ASSIGNMENT » Word for word, output the data, with none of its pictures.

DATA FOR THE TASK »
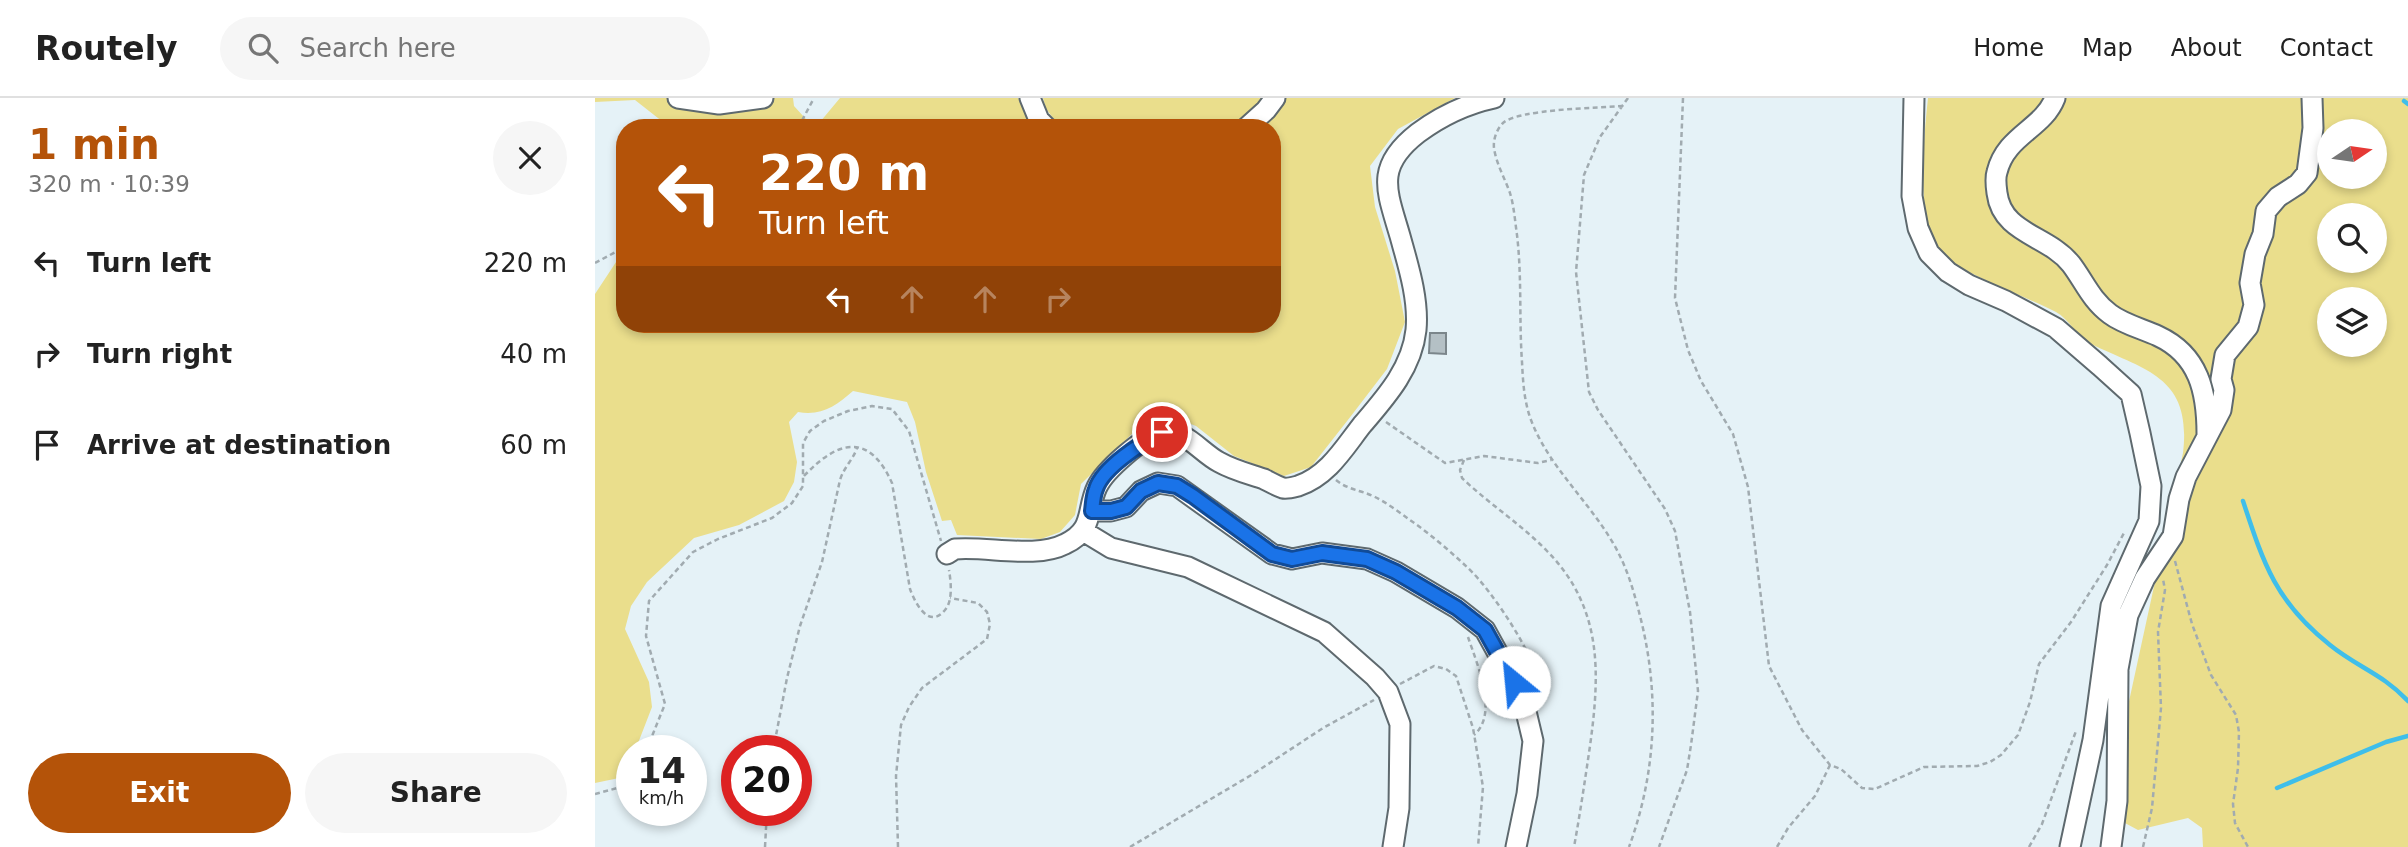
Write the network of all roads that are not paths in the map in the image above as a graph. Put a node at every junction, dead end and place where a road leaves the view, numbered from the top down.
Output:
1 (678, 98) edge
2 (763, 98) edge
3 (1030, 98) edge
4 (1275, 98) edge
5 (1494, 98) edge
6 (1914, 98) edge
7 (2055, 98) edge
8 (2312, 98) edge
9 (1039, 119) edge
10 (1256, 119) edge
11 (2207, 435) junction
12 (1092, 511) junction
13 (1083, 531) junction
14 (947, 554) road end
15 (1393, 847) edge
16 (1516, 847) edge
17 (2070, 847) edge
18 (2111, 847) edge

1 - 2 street
3 - 9 street
4 - 10 street
5 - 12 street
6 - 17 street
7 - 11 street
8 - 11 street
11 - 18 street
12 - 13 street
12 - 16 street
13 - 14 street
13 - 15 street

WRITTEN ANSWER »
Write the network of all roads that are not paths in the map in the image above as a graph. Put a node at every junction, dead end and place where a road leaves the view, numbered from the top down.
Output:
1 (678, 98) edge
2 (763, 98) edge
3 (1030, 98) edge
4 (1275, 98) edge
5 (1494, 98) edge
6 (1914, 98) edge
7 (2055, 98) edge
8 (2312, 98) edge
9 (1039, 119) edge
10 (1256, 119) edge
11 (2207, 435) junction
12 (1092, 511) junction
13 (1083, 531) junction
14 (947, 554) road end
15 (1393, 847) edge
16 (1516, 847) edge
17 (2070, 847) edge
18 (2111, 847) edge

1 - 2 street
3 - 9 street
4 - 10 street
5 - 12 street
6 - 17 street
7 - 11 street
8 - 11 street
11 - 18 street
12 - 13 street
12 - 16 street
13 - 14 street
13 - 15 street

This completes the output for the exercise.